Fase 2, il mondo della scuola protesta a Torino: “Serve coerenza”

"Più organico, meno alunni per classe, no ai licenziamenti" chiede la rappresentante di Cub Scuola, Giulia Bertelli

newsby Sara Iacomussi28 Maggio 2020



“Serve coerenza, vogliamo chiarezza, chiediamo al presidente Cirio di prendere posizione per avere più organici, meno alunni per classe, dire no ai licenziamenti e perorare la causa del concorso riservato ai precari”. Così Giulia Bertelli, rappresentante di Cub Scuola, ha spiegato i motivi della manifestazione svoltasi nella mattinata di giovedì in Piazza Castello a Torino, davanti alla sede della Regione Piemonte.

Le richieste del personale scolastico

La prima questione sollevata dai manifestanti nei confronti delle istituzioni riguarda il numero di alunni per classe: “Per tornare in aula a settembre serve rimodulare il numero di alunni nelle classi entranti – ha dichiarato la referente del sindacato di base –: se non viene ridotto a quindici ci sarà una turnazione, metà ragazzi a casa metà in classe.
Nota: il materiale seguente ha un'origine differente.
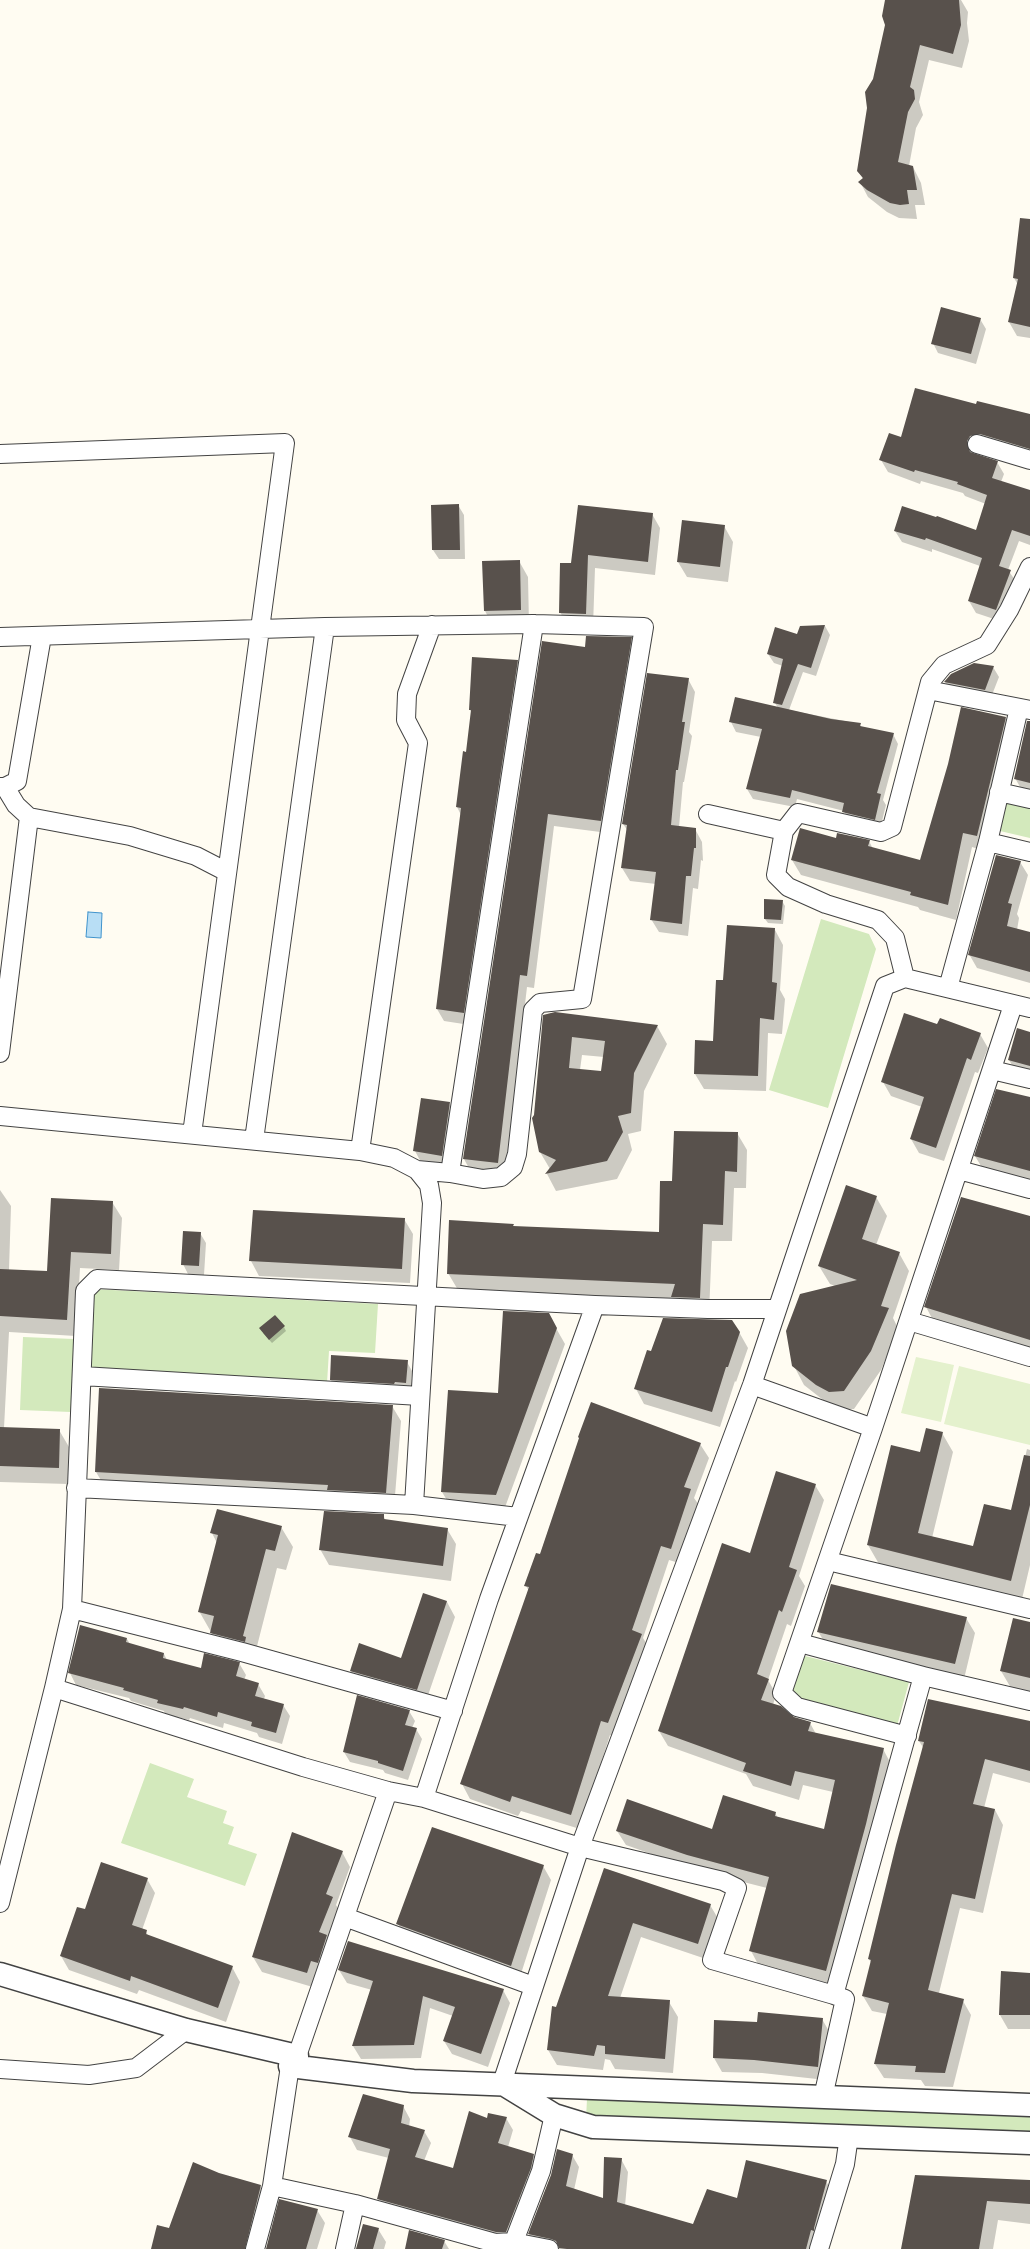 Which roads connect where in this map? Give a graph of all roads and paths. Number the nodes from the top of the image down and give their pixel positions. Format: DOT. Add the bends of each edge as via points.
graph roads {
  1 [pos="976,444"];
  2 [pos="0,454"];
  3 [pos="1030,460"];
  4 [pos="1030,567"];
  5 [pos="534,624"];
  6 [pos="432,625"];
  7 [pos="325,627"];
  8 [pos="259,630"];
  9 [pos="42,636"];
  10 [pos="0,637"];
  11 [pos="928,690"];
  12 [pos="1025,709"];
  13 [pos="2,787"];
  14 [pos="999,792"];
  15 [pos="1030,799"];
  16 [pos="708,814"];
  17 [pos="29,817"];
  18 [pos="784,831"];
  19 [pos="988,842"];
  20 [pos="1030,852"];
  21 [pos="227,872"];
  22 [pos="905,978"];
  23 [pos="948,988"];
  24 [pos="1012,1005"];
  25 [pos="1030,1008"];
  26 [pos="0,1053"];
  27 [pos="992,1070"];
  28 [pos="1030,1079"];
  29 [pos="0,1116"];
  30 [pos="192,1134"];
  31 [pos="254,1140"];
  32 [pos="360,1152"];
  33 [pos="417,1170"];
  34 [pos="959,1170"];
  35 [pos="450,1172"];
  36 [pos="1030,1189"];
  37 [pos="427,1296"];
  38 [pos="596,1305"];
  39 [pos="776,1309"];
  40 [pos="909,1321"];
  41 [pos="1030,1357"];
  42 [pos="82,1376"];
  43 [pos="752,1385"];
  44 [pos="420,1396"];
  45 [pos="873,1428"];
  46 [pos="76,1488"];
  47 [pos="414,1505"];
  48 [pos="518,1517"];
  49 [pos="828,1561"];
  50 [pos="72,1609"];
  51 [pos="1030,1609"];
  52 [pos="800,1643"];
  53 [pos="923,1676"];
  54 [pos="54,1688"];
  55 [pos="1030,1701"];
  56 [pos="453,1711"];
  57 [pos="907,1736"];
  58 [pos="388,1791"];
  59 [pos="424,1798"];
  60 [pos="580,1847"];
  61 [pos="0,1903"];
  62 [pos="345,1917"];
  63 [pos="0,1974"];
  64 [pos="533,1986"];
  65 [pos="834,1995"];
  66 [pos="186,2030"];
  67 [pos="294,2061"];
  68 [pos="0,2069"];
  69 [pos="502,2083"];
  70 [pos="823,2097"];
  71 [pos="1030,2104"];
  72 [pos="554,2115"];
  73 [pos="849,2136"];
  74 [pos="1030,2143"];
  75 [pos="272,2186"];
  76 [pos="355,2204"];
  77 [pos="512,2245"];
  78 [pos="255,2249"];
  79 [pos="345,2249"];
  80 [pos="549,2249"];
  81 [pos="819,2249"];
  1 -- 3 [label="street"];
  2 -- 8 [label="street" via="285,443"];
  4 -- 11 [label="street" via="987,645 944,665 930,682"];
  5 -- 6 [label="street"];
  5 -- 35 [label="street"];
  5 -- 35 [label="street" via="644,627 582,999 540,1003 533,1010 513,1167 501,1177 483,1179"];
  6 -- 7 [label="street"];
  6 -- 32 [label="street" via="407,694 406,720 418,743"];
  7 -- 8 [label="street"];
  7 -- 31 [label="street"];
  8 -- 9 [label="street"];
  8 -- 21 [label="street"];
  9 -- 10 [label="street"];
  9 -- 13 [label="street" via="17,781"];
  11 -- 12 [label="street"];
  11 -- 18 [label="street" via="892,827 881,832 798,813"];
  12 -- 14 [label="street"];
  13 -- 17 [label="street"];
  14 -- 15 [label="street"];
  14 -- 19 [label="street"];
  16 -- 18 [label="street"];
  17 -- 21 [label="street" via="130,836 196,856"];
  17 -- 26 [label="street"];
  18 -- 22 [label="street" via="776,875 788,887 826,904 878,920 895,938"];
  19 -- 20 [label="street"];
  19 -- 23 [label="street"];
  21 -- 30 [label="street"];
  22 -- 23 [label="street"];
  22 -- 39 [label="street" via="885,986"];
  23 -- 24 [label="street"];
  24 -- 25 [label="street"];
  24 -- 27 [label="street"];
  27 -- 28 [label="street"];
  27 -- 34 [label="street"];
  29 -- 30 [label="street"];
  30 -- 31 [label="street"];
  31 -- 32 [label="street"];
  32 -- 33 [label="street" via="394,1158"];
  33 -- 35 [label="street"];
  33 -- 37 [label="street" via="429,1186 432,1203"];
  34 -- 36 [label="street"];
  34 -- 40 [label="street"];
  37 -- 38 [label="street"];
  37 -- 42 [label="street" via="97,1279 85,1291"];
  37 -- 44 [label="street"];
  38 -- 39 [label="street" via="708,1310"];
  38 -- 48 [label="street"];
  39 -- 43 [label="street"];
  40 -- 41 [label="street"];
  40 -- 45 [label="street"];
  42 -- 44 [label="street"];
  42 -- 46 [label="street"];
  43 -- 45 [label="street"];
  43 -- 60 [label="street"];
  44 -- 47 [label="street"];
  45 -- 49 [label="street"];
  46 -- 47 [label="street"];
  46 -- 50 [label="street"];
  47 -- 48 [label="street"];
  48 -- 56 [label="street"];
  49 -- 51 [label="street"];
  49 -- 52 [label="street"];
  50 -- 54 [label="street"];
  50 -- 56 [label="street"];
  52 -- 53 [label="street"];
  52 -- 57 [label="street" via="782,1693 796,1707"];
  53 -- 55 [label="street"];
  53 -- 57 [label="street"];
  54 -- 58 [label="street"];
  54 -- 61 [label="street"];
  56 -- 59 [label="street"];
  57 -- 65 [label="street"];
  58 -- 59 [label="street"];
  58 -- 62 [label="street"];
  59 -- 60 [label="street"];
  60 -- 64 [label="street"];
  60 -- 65 [label="street" via="723,1881 737,1888 712,1960"];
  62 -- 64 [label="street"];
  62 -- 67 [label="street"];
  63 -- 66 [label="street"];
  64 -- 69 [label="street"];
  65 -- 70 [label="street" via="845,1999"];
  66 -- 67 [label="street"];
  66 -- 68 [label="street" via="136,2068 89,2075"];
  67 -- 69 [label="street" via="413,2081"];
  67 -- 75 [label="street"];
  69 -- 70 [label="street"];
  69 -- 72 [label="street"];
  70 -- 71 [label="street"];
  72 -- 73 [label="street" via="593,2127"];
  72 -- 77 [label="street" via="541,2171"];
  73 -- 74 [label="street"];
  73 -- 81 [label="street"];
  75 -- 76 [label="street"];
  75 -- 78 [label="street"];
  76 -- 77 [label="street"];
  76 -- 79 [label="street"];
  77 -- 80 [label="street"];
}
Questo non è il modo giusto di fare didattica”.

Una situazione che, secondo Bertelli, avrà inevitabili conseguenze anche sull’organico a disposizione delle scuole: “Ci sono molti docenti che stanno andando in sovrannumero: senza la riduzione del numero di alunni per classe molti insegnanti perderanno il loro posto e non ci saranno nuove assunzioni in numero adeguato per aprire le scuole in sicurezza“.

Il nodo delle assunzioni e della stabilizzazione

Alle questioni principali si legano temi consequenziali, secondo quanto dichiara Giulia Bertelli: “Stiamo assistendo a una bagarre istituzionale sul concorso per la scuola superiore che non vedrà il suo compimento entro un tempo dato perché ci si è incaponiti sul fatto che non ci possa essere stabilizzazione del personale dopo 36 mesi. A questo proposito vorrei dire che sarebbe possibile farla: nel resto d’Europa chi insegna per 36 mesi viene stabilizzato, mentre in Italia i colleghi che superano questo termine fanno causa allo Stato per avere un risarcimento. Forse, a livello economico, conviene più che il personale in questione venga assunto”.

“Poi c’è la questione del licenziamento di decine di insegnanti con diploma magistrale – aggiunge la rappresentante di Cub Scuola -, che colpirà inevitabilmente anche la continuità didattica: nelle aziende c’è stato un decreto che ha bloccato i licenziamenti per cinque mesi, per gli insegnanti questo non è avvenuto”.

Bocciata la didattica a distanza

Anche la didattica a distanza non ha affatto convinto i manifestanti, che puntano il dito contro il governo: “C’è stato un forte investimento che si è perso nel tempo – chiosa Giulia Bertelli –: i device sono arrivati adesso e i ragazzini che non avevano la possibilità di avere già a casa dei supporti hanno subito un danno dal punto di vista dell’istruzione. Il 30% degli alunni è rimasto fuori dalla didattica a distanza, dimostrazione che non si tratta di un sistema vincente”.